**Exercise:** Pull out all lines from the listing below in which the word "bottom" appears.

**Input data:**
[Start of section]

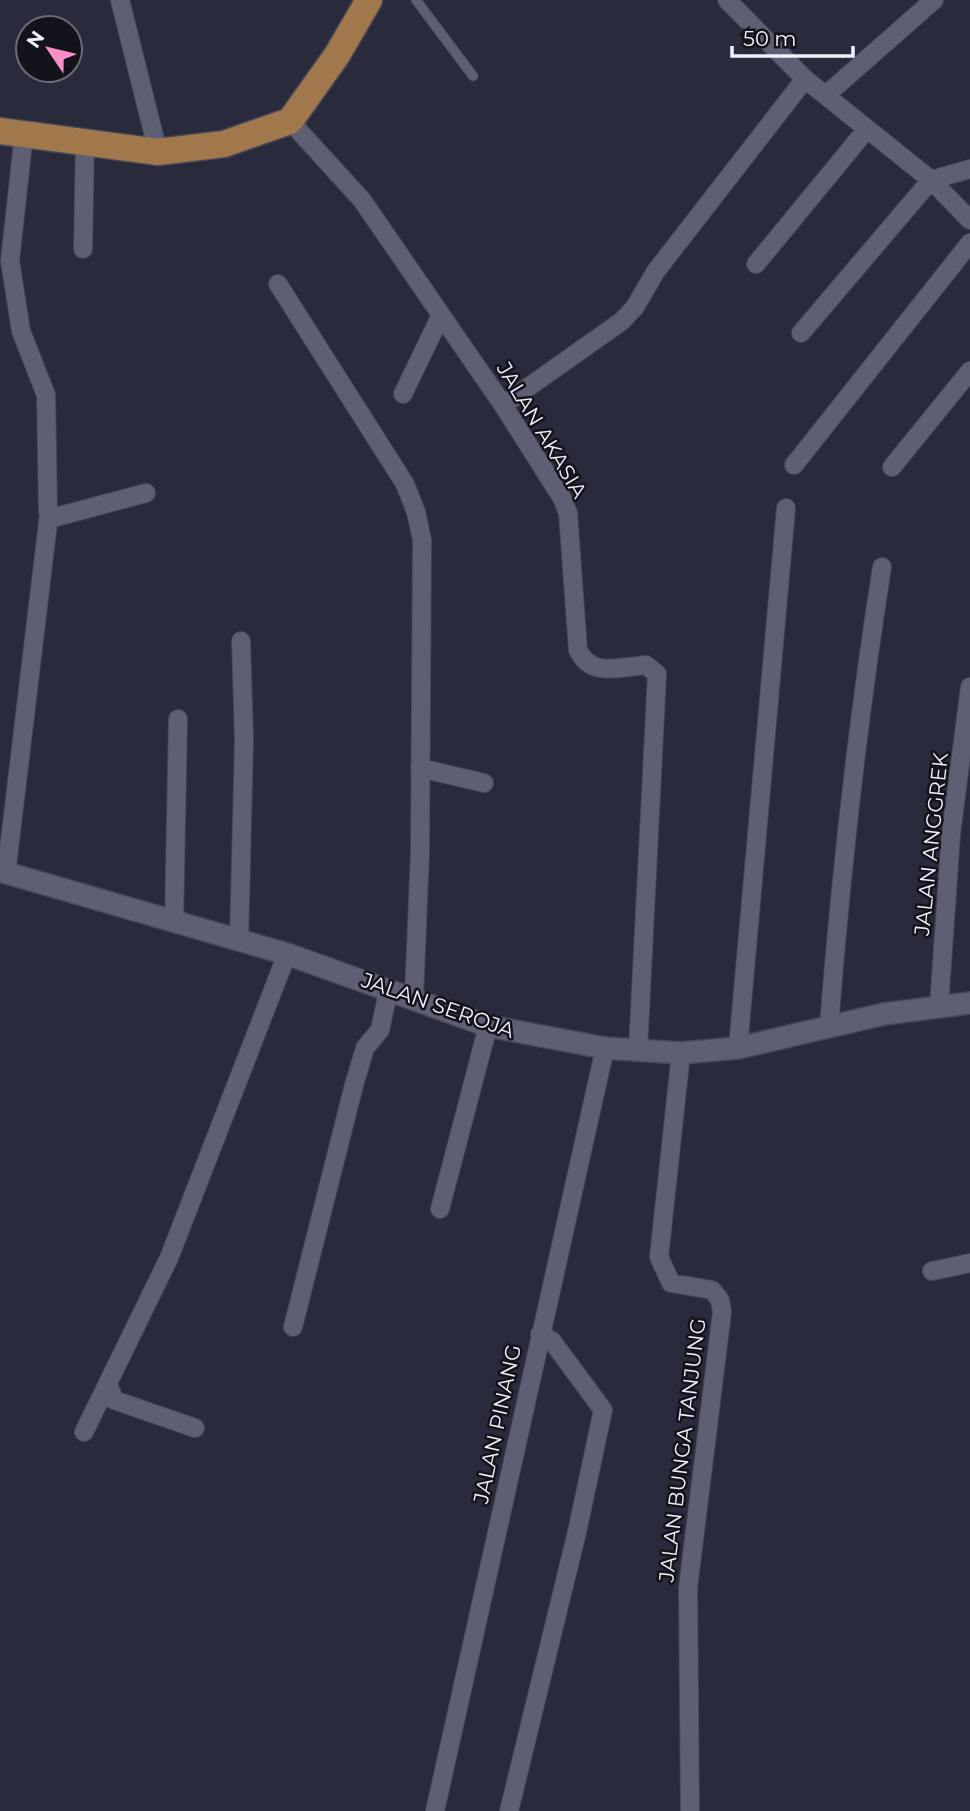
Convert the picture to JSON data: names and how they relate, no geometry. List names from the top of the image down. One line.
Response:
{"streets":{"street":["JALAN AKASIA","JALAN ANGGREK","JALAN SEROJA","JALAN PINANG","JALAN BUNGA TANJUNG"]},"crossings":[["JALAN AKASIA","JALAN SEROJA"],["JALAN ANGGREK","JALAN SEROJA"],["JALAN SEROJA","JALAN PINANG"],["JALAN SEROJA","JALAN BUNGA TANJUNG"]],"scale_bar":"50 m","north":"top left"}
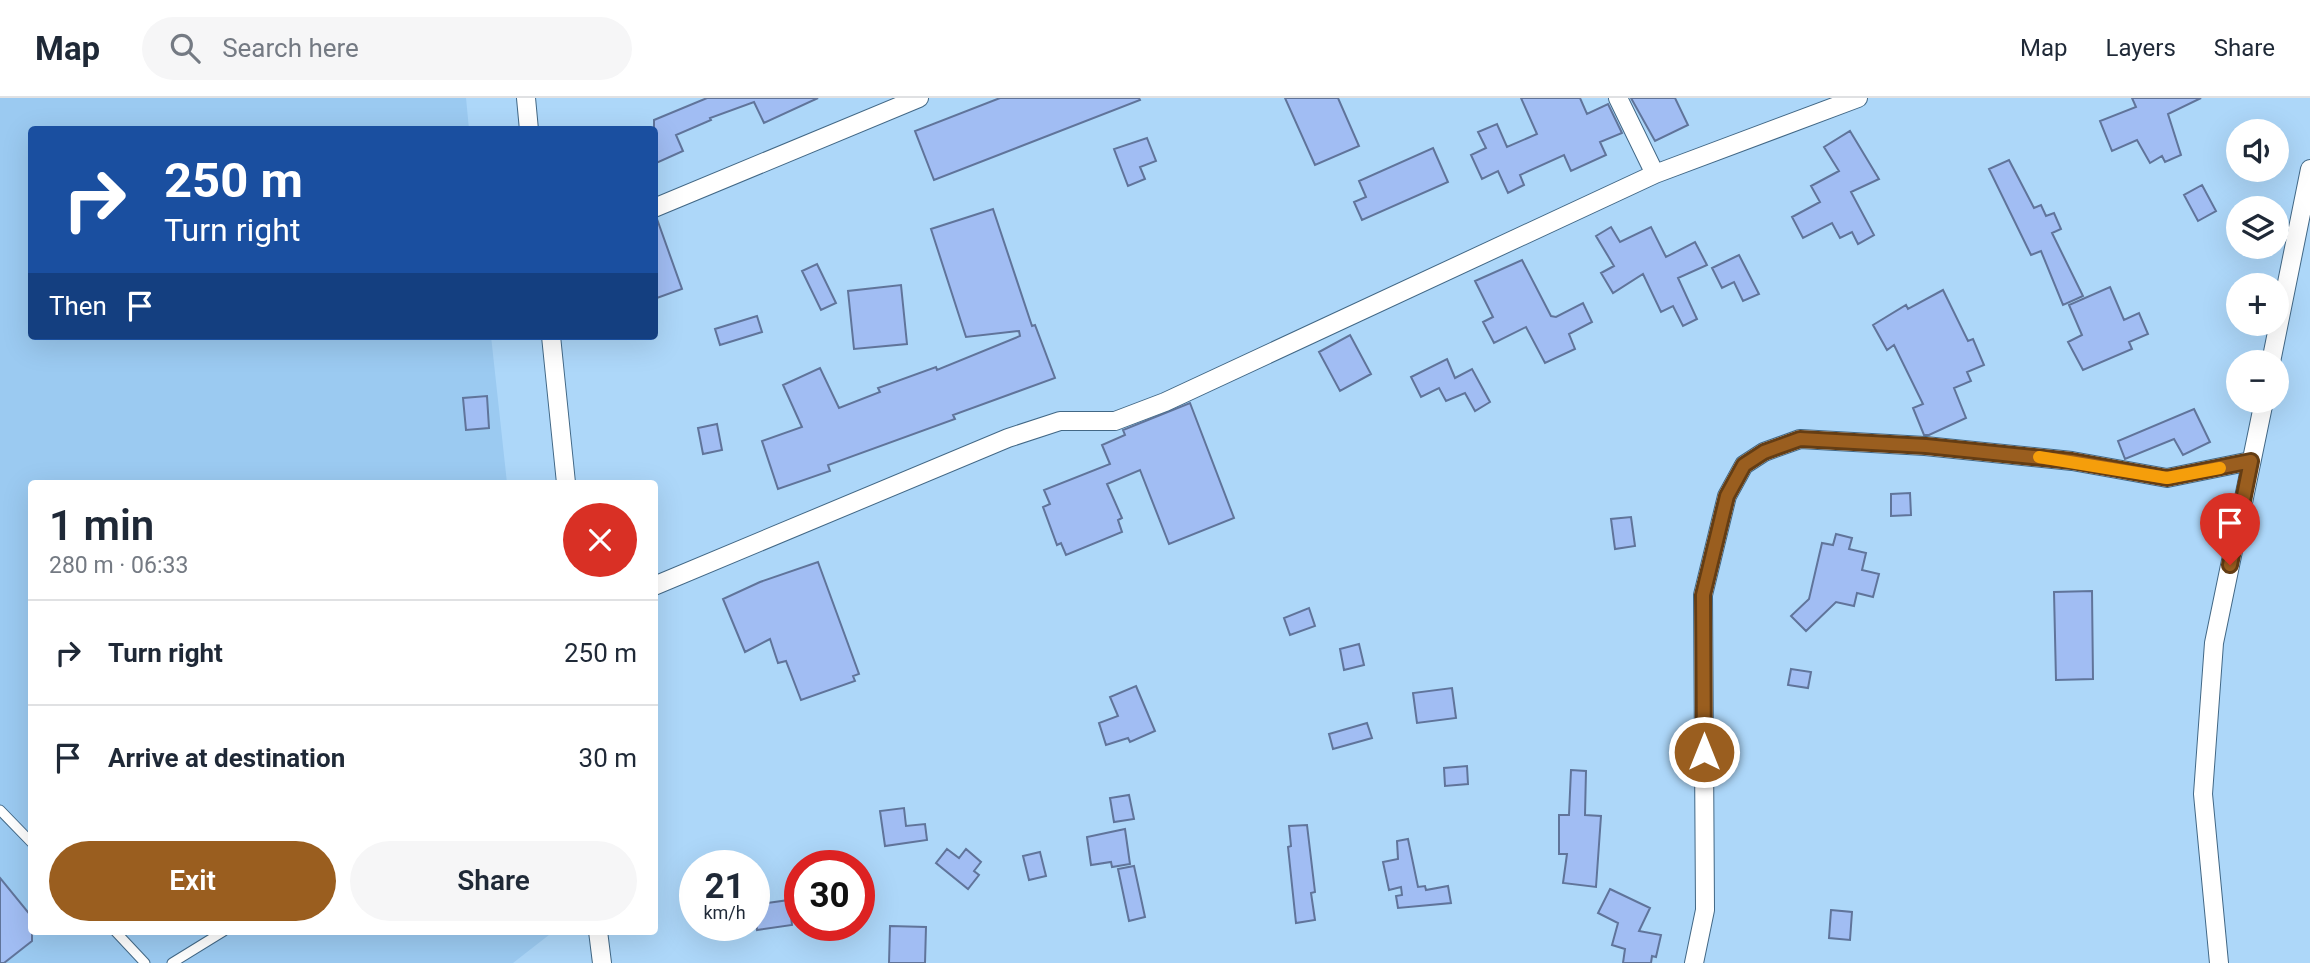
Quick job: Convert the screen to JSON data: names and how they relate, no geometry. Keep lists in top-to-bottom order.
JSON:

[End of section]
[Start of section]

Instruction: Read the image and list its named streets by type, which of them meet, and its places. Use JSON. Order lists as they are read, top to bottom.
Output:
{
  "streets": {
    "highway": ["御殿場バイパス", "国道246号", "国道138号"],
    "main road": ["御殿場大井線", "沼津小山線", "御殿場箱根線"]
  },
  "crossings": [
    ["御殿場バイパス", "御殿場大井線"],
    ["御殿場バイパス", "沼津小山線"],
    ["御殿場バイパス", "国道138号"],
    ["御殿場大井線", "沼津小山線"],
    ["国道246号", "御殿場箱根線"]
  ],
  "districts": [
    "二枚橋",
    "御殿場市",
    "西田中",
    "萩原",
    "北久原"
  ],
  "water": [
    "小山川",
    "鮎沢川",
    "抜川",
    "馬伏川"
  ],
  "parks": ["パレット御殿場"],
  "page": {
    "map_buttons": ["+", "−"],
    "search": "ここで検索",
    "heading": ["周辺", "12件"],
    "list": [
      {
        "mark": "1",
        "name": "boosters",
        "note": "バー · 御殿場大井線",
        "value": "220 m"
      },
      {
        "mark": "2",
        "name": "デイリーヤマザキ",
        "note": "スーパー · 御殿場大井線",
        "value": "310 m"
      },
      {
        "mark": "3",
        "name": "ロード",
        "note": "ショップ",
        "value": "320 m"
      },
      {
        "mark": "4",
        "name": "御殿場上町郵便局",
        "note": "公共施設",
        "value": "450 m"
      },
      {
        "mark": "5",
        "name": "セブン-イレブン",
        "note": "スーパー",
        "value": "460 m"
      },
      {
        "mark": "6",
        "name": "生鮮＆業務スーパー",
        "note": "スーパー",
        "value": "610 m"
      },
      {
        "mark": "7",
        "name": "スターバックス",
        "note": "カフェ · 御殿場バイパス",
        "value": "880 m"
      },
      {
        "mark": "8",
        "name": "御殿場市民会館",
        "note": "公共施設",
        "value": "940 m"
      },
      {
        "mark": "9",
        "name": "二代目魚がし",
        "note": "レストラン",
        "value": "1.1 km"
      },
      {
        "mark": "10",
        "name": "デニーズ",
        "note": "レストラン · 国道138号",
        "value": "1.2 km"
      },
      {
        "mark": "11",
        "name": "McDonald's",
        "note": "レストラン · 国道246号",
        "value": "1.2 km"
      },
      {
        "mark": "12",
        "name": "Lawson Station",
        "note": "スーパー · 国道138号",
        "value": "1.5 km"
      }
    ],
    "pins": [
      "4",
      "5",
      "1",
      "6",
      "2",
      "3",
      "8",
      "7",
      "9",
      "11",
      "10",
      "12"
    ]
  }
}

[End of section]

**Exercise solution:**
Quick job: Convert the screen to JSON data: names and how they relate, no geometry. Keep lists in top-to-bottom order.
Instruction: Read the image and list its named streets by type, which of them meet, and its places. Use JSON. Order lists as they are read, top to bottom.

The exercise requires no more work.